- Security TWENTY
- Women in Security
British Airways faces a fine of £183.39m from the UK data privacy regulator the ICO for infringements of the General Data Protection Regulation (GDPR). The proposed fine relates to a cyber incident notified to the ICO by British Airways in September 2018. In part it involved user traffic to the British Airways website being diverted to a fraudulent site; customer details were harvested by the attackers. Personal data of about 500,000 customers were compromised, believed to date from June 2018.
The ICO says it has found that a variety of information was compromised by poor security arrangements at the company, including log in, payment card, and travel booking details as well name and address information.
Information Commissioner Elizabeth Denham said: “People’s personal data is just that – personal. When an organisation fails to protect it from loss, damage or theft it is more than an inconvenience. That’s why the law is clear – when you are entrusted with personal data you must look after it. Those that don’t will face scrutiny from my office to check they have taken appropriate steps to protect fundamental privacy rights.”
The regulator says that British Airways has cooperated and has made improvements to its security arrangements since. The company will now have opportunity to make representations to the ICO as to the proposed findings and sanction. ICO has been investigating this case as lead supervisory authority on behalf of other EU countries’ data protection authorities. It has also liaised with other regulators. Under the GDPR ‘one stop shop’ provisions the data protection authorities in other EU countries whose residents have been affected will also have the chance to comment.
David Smith, Head of GDPR Technology, at software firm SAS UK and Ireland, said: “This high-profile ICO fine is the line in the sand many in the industry have been expecting for months. GDPR compliance has been a slow process for many – but the penalties are now clear.”
Amanda Finch, CEO of the new Chartered Institute of Information Security Professionals said that action on BA was inevitable. “While we don’t yet know the final size of any fine, this is a clear warning shot – not only for BA but for the security industry as a whole. The ICO is showing its willingness to implement the full weight of its powers under GDPR, and BA is showing us exactly what even a small percentage of annual turnover looks like.
“The industry needs to understand not only how to prevent, but how to react to large breaches if it is to avoid major action. Businesses need not only the technical skills that help make the organisation secure, but the “soft” interpersonal skills that help create a security-minded culture across the company. IT security is in the middle of a long-overdue period of professionalisation – standardising approaches and skills to ensure best practice at all times. Events like these show that it can’t happen quickly enough.”
Jake Moore, at the cybersecurity product company ESET, said: “There was always going to be a hefty guinea pig fine from the ICO to mean business showing that GDPR fines are not just talked about. Incredibly, this still isn’t the maximum fine they could have been handled either. However, the amount of data compromised was huge and it is without doubt that it would have ended up in criminal hands so therefore it should not be taken lightly. The sort of data taken could have been used for card fraud or even identity theft and with as many as 380,000 transactions skimmed, this is an immense amount of information personally identifiable.”

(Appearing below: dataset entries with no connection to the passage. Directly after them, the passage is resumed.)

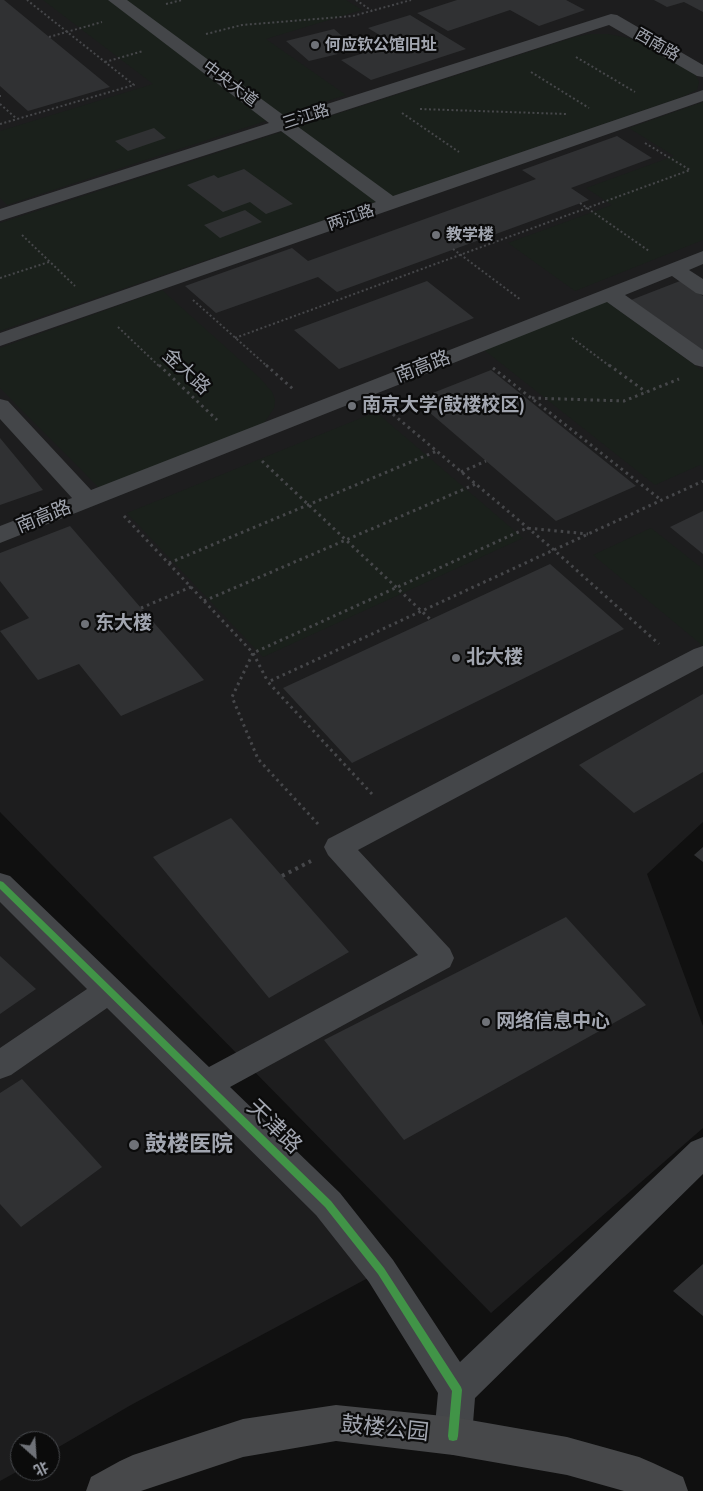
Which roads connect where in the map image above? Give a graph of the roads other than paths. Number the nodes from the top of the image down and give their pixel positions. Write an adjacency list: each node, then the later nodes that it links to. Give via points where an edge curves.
1 (116, 0): 5 (street, 中央大道)
2 (612, 19): 3 (street, 西南路); 5 (street, 三江路)
3 (703, 72)
4 (703, 95): 6 (street, 两江路, via 609,120)
5 (284, 124): 6 (street, 中央大道); 7 (street, 三江路)
6 (391, 204): 12 (street, 两江路)
7 (1, 215)
8 (703, 257): 9 (street, 南高路)
9 (674, 268): 10 (street); 11 (street, 南高路)
10 (703, 289)
11 (609, 294): 13 (street); 15 (street, 南高路)
12 (0, 340)
13 (703, 360)
14 (0, 406): 15 (street, 南高路)
15 (87, 500): 16 (street, 南高路)
16 (0, 535)
17 (693, 660): 21 (street, via 338,847 439,958)
18 (0, 884): 19 (street, 天津路)
19 (109, 990): 20 (street); 21 (street, 天津路)
20 (0, 1065)
21 (206, 1085): 23 (street, 天津路, via 328,1204 381,1271)
22 (703, 1152): 23 (street)
23 (458, 1390): 24 (street)
24 (453, 1436): 25 (main road, 鼓楼公园, via 336,1423 244,1438 133,1474); 26 (main road, 鼓楼公园, via 567,1456 638,1476)
25 (105, 1491)
26 (669, 1491)

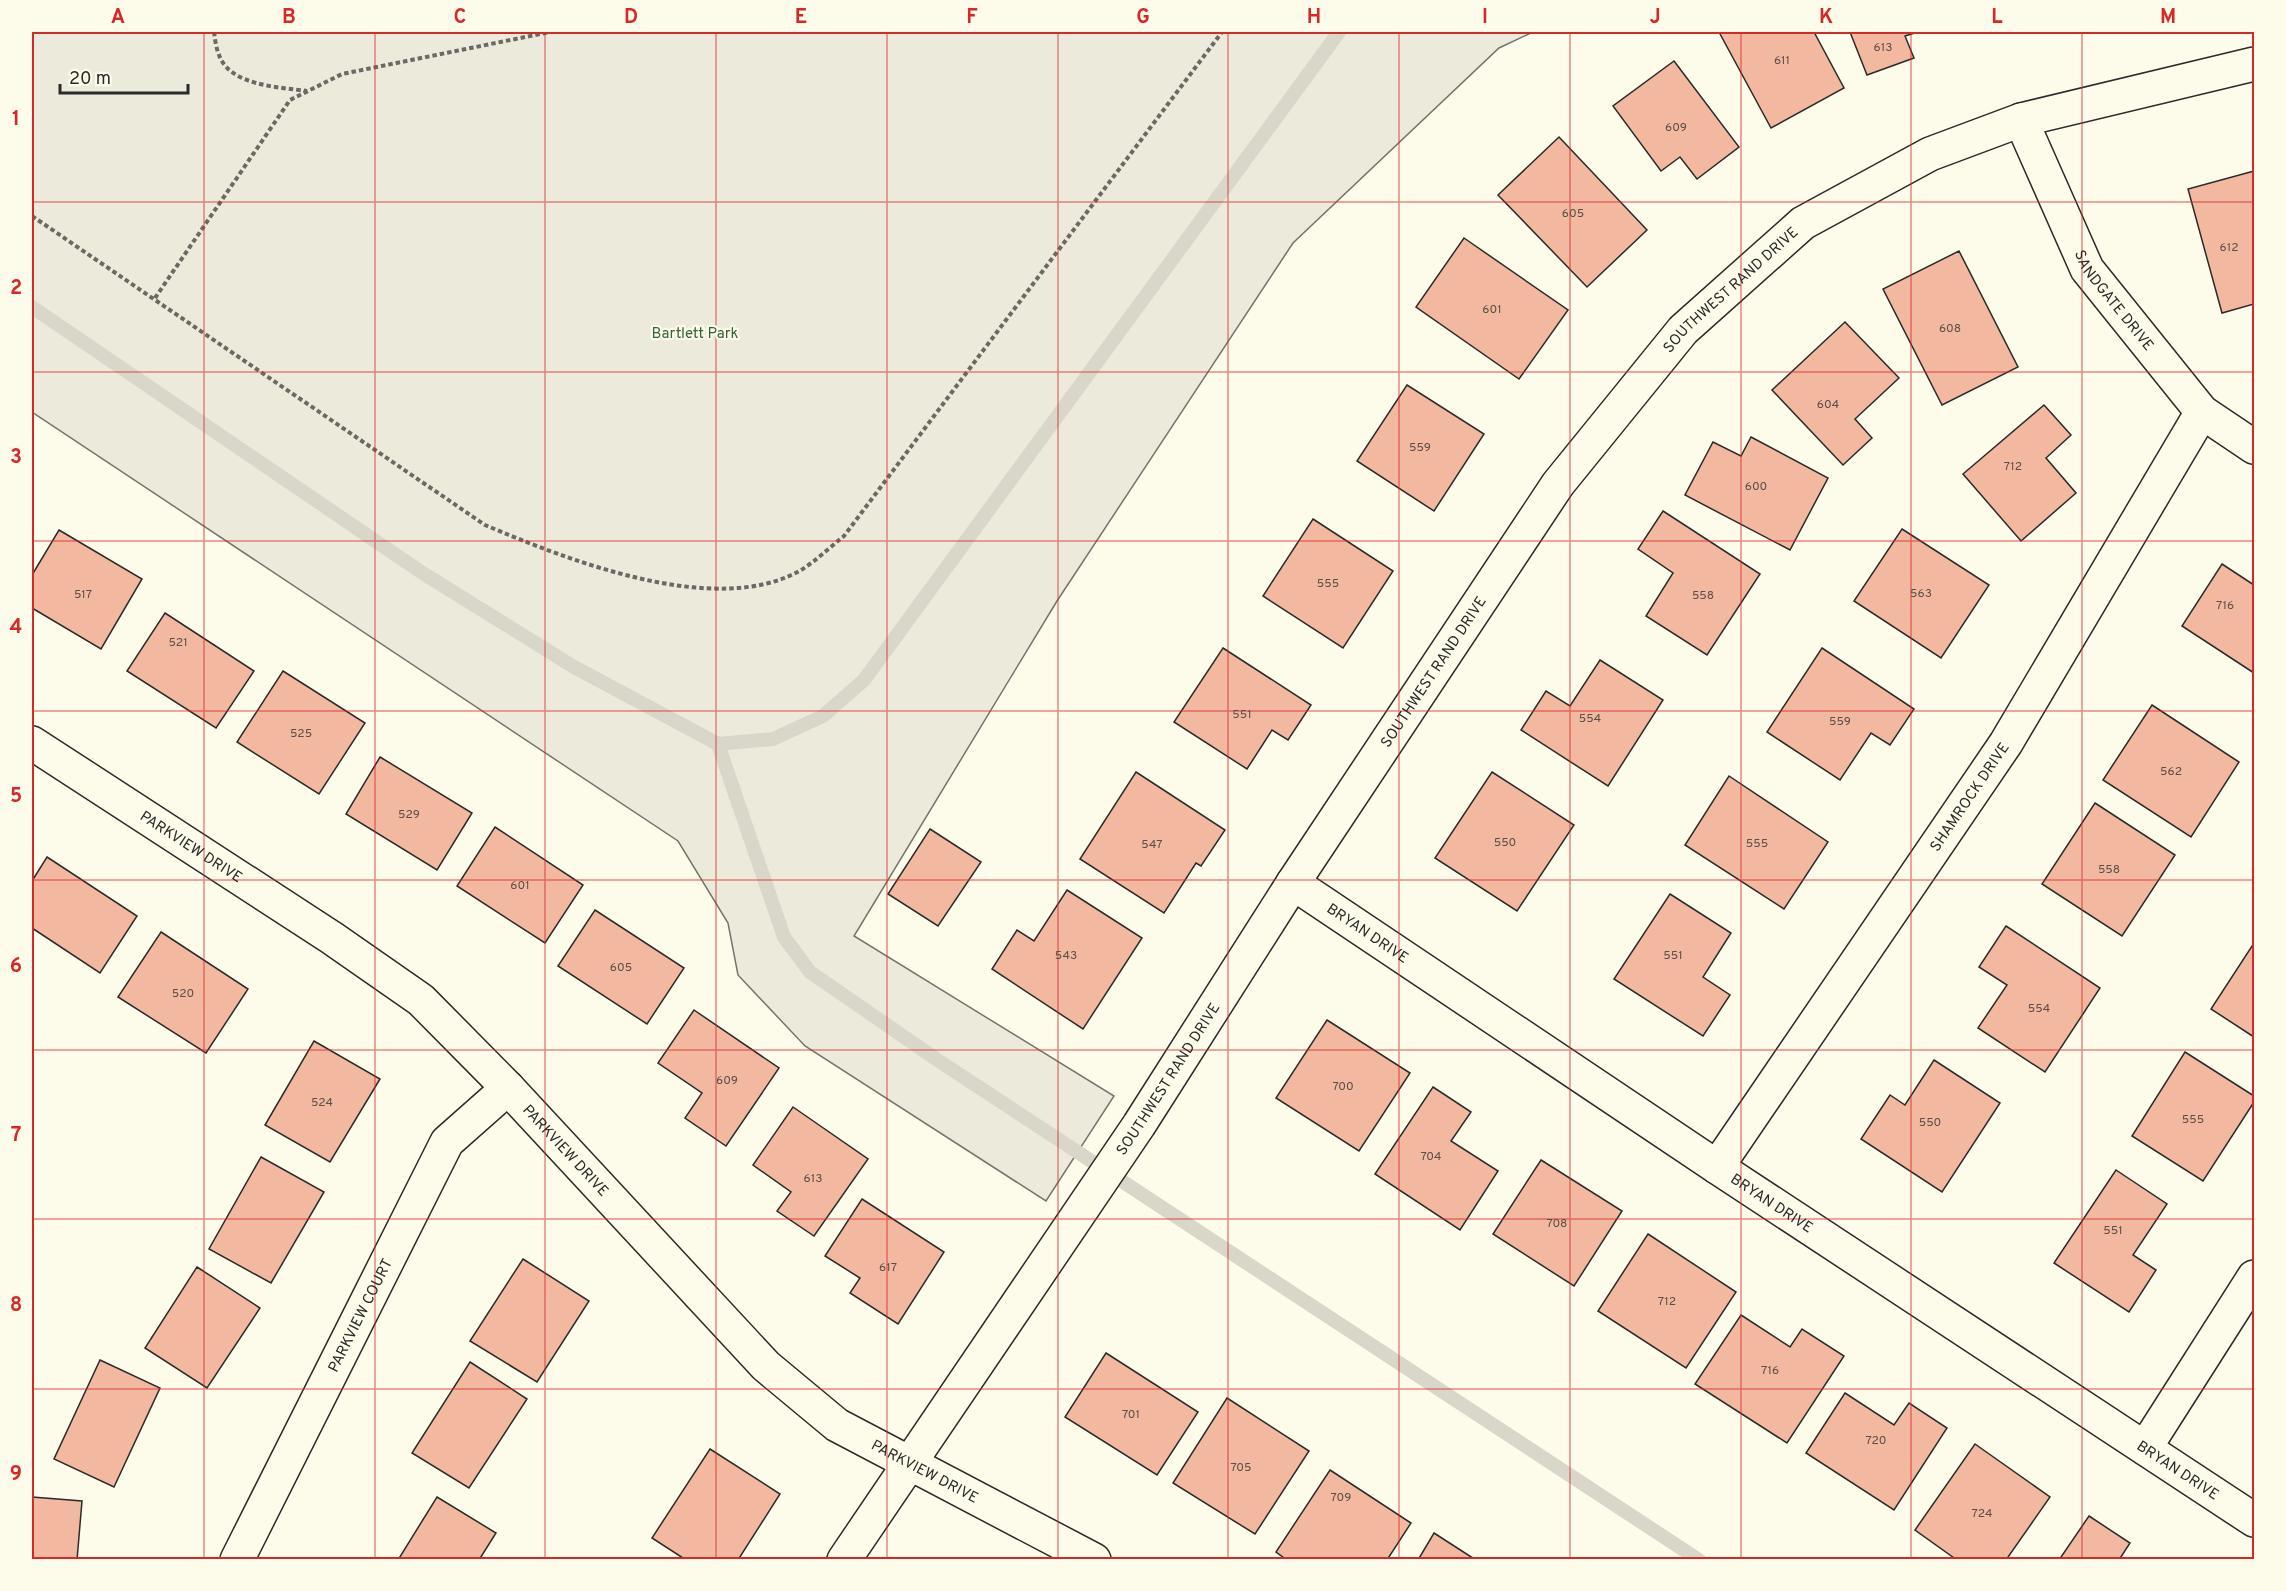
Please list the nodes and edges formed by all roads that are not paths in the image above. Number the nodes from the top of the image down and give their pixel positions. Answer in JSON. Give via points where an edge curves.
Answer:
{"nodes":[{"id":1,"x":2254,"y":63,"type":"edge"},
{"id":2,"x":2022,"y":120,"type":"junction"},
{"id":3,"x":2202,"y":412,"type":"junction"},
{"id":4,"x":2254,"y":447,"type":"edge"},
{"id":5,"x":32,"y":743,"type":"edge"},
{"id":6,"x":1293,"y":883,"type":"junction"},
{"id":7,"x":508,"y":1088,"type":"junction"},
{"id":8,"x":1717,"y":1167,"type":"junction"},
{"id":9,"x":2254,"y":1277,"type":"edge"},
{"id":10,"x":2145,"y":1448,"type":"junction"},
{"id":11,"x":910,"y":1463,"type":"junction"},
{"id":12,"x":2254,"y":1520,"type":"edge"},
{"id":13,"x":237,"y":1560,"type":"edge"},
{"id":14,"x":844,"y":1560,"type":"edge"},
{"id":15,"x":1094,"y":1560,"type":"edge"}],
"edges":[{"from":1,"to":2,"type":"street","name":"SOUTHWEST RAND DRIVE"},
{"from":2,"to":3,"type":"street","name":"SANDGATE DRIVE","via":[[2086,269]]},
{"from":2,"to":6,"type":"street","name":"SOUTHWEST RAND DRIVE","via":[[1930,154],[1803,224],[1683,330],[1558,484]]},
{"from":3,"to":4,"type":"street","name":"SANDGATE DRIVE"},
{"from":3,"to":8,"type":"street","name":"SHAMROCK DRIVE","via":[[2006,743]]},
{"from":5,"to":7,"type":"street","name":"PARKVIEW DRIVE","via":[[421,1000]]},
{"from":6,"to":8,"type":"street","name":"BRYAN DRIVE"},
{"from":6,"to":11,"type":"street","name":"SOUTHWEST RAND DRIVE","via":[[1139,1125]]},
{"from":7,"to":11,"type":"street","name":"PARKVIEW DRIVE","via":[[766,1366],[837,1425]]},
{"from":7,"to":13,"type":"street","name":"PARKVIEW COURT","via":[[447,1142]]},
{"from":8,"to":10,"type":"street","name":"BRYAN DRIVE"},
{"from":9,"to":10,"type":"street"},
{"from":10,"to":12,"type":"street","name":"BRYAN DRIVE"},
{"from":11,"to":14,"type":"street","name":"SOUTHWEST RAND DRIVE"},
{"from":11,"to":15,"type":"street","name":"PARKVIEW DRIVE"}]}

Piers Wilson, Head of Product Management at Huntsman Security, said: “To better deal with this issue, cybersecurity must become a boardroom level issue – where every part of the business has a real understanding of risk. This needs to extend not only across the business, but to anyone it works with that could potentially jeopardise data security. Businesses that don’t follow this could swiftly find themselves as the next example for the industry.”
Laurie Mercer, security engineering lead, at the bug bounty company HackerOne, said: “The average price on the bug bounty market for vulnerability like the one used to attack British Airways is about £400. That is about 0.00022pc of the ICO’s intended fine for British Airways. When looking at the numbers like this, it really highlights that it is much cheaper and safer to engage with the global white hat community. Cyber criminals are continuously probing your websites and APIs, continuous security is required to match their abilities and avoid such eye-watering fines.”
And Dr Guy Bunker, CTO at cyber security company Clearswift, said: “The good news is that the breach was picked up relatively quickly. BA has systems in place such that it could narrow down both how the incident happened and who was affected. Unlike the TalkTalk incident where the numbers impacted changed on a regular basis, the BA team appears to have done its due diligence on the event quickly and efficiently.
“Finding a second attack is not uncommon. And there may well be more. The sophisticated attacks which are now carried out by organised criminals are designed to have multiple aspects – such that if one is discovered there are secondary or tertiary attacks ongoing. When finding one vulnerability in an IT infrastructure it will be exploited to its maximum, and within that exploit further discovery will be carried out as to what other pieces of malware can be introduced. Once an infection takes hold of an environment, it often becomes easier to start from scratch to rebuild it rather than try and take out the malware infections one by one – where, if you miss one as it is hibernating, you could end up back at square one in a few weeks or months’ time.